Looking Around - TIME.com

Rem Speaks

389px-Rem_Koolhaas.jpg
Rem Koolhaas/ROBERTO SANTORINI — WIKIPEDIA COMMONS

After work last Friday I stopped by the Van Alen Institute, an organization concerned with architecture and city planing, to watch Rem Koolhaas interviewed on a small stage by Hans Ulrich Obrist, who's been doing a series of public Q&As with architects and artists. The subject, mostly, was museums.

You won't be surprised to hear that Rem is fairly negative on what the 21st century museum is becoming, from the overcrowding to "the dreaded atrium that is inevitable in any museum." It probably doesn't help that his firm lost out on just about every museum competition it entered. Or sometimes, as with LACMA and the Whitney, won and then lost the job anyway after a round of institutional belt tightening. By actual count he estimates that for the various competitions his office designed "35 soccer fields of art space".

The main threat to the museum as he sees it is people. "Flow is what is ruining the contemporary museum, the flow of visitors." He talked about a trip he made to St. Petersburg in 2000 with Frank Gehry and Tom Krens, who was then still head of the Guggenheim, to discuss ways to repurpose an old Army staff building and incorporate it into the Hermitage. He was surprisingly snippy about Krens, who he said tried to convince Hermitage Director Mikhail Piotrovsky to enlarge his spaces to accommodate big American art like Richard Serra's "and also the motorcycle show." The Guggenheim's infamous touring motorcycle show was a recurring theme Friday night.

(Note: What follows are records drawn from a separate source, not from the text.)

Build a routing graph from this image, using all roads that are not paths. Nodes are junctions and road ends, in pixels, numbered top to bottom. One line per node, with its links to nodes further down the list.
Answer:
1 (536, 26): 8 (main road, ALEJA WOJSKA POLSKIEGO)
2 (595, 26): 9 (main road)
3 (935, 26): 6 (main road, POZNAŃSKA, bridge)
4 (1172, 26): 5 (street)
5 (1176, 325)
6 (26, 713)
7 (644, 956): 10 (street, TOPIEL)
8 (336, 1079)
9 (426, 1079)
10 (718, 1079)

Koolhaas wanted to keep intact as much of the old building as possible, so that its various histories — Tsarist, Soviet and post-Soviet — could continue to speak. His office proposed a continuous plane at the basement level that would accommodate the dreaded visitor flow while allowing separate parts of the museum at ground level to remain separate. In the end the job went to a Russian firm that opened everything up. But Koolhaas's firm, OMA, is now preparing a master plan for the entire Hermitage for the year 2014.

I'm assuming it won't include an atrium.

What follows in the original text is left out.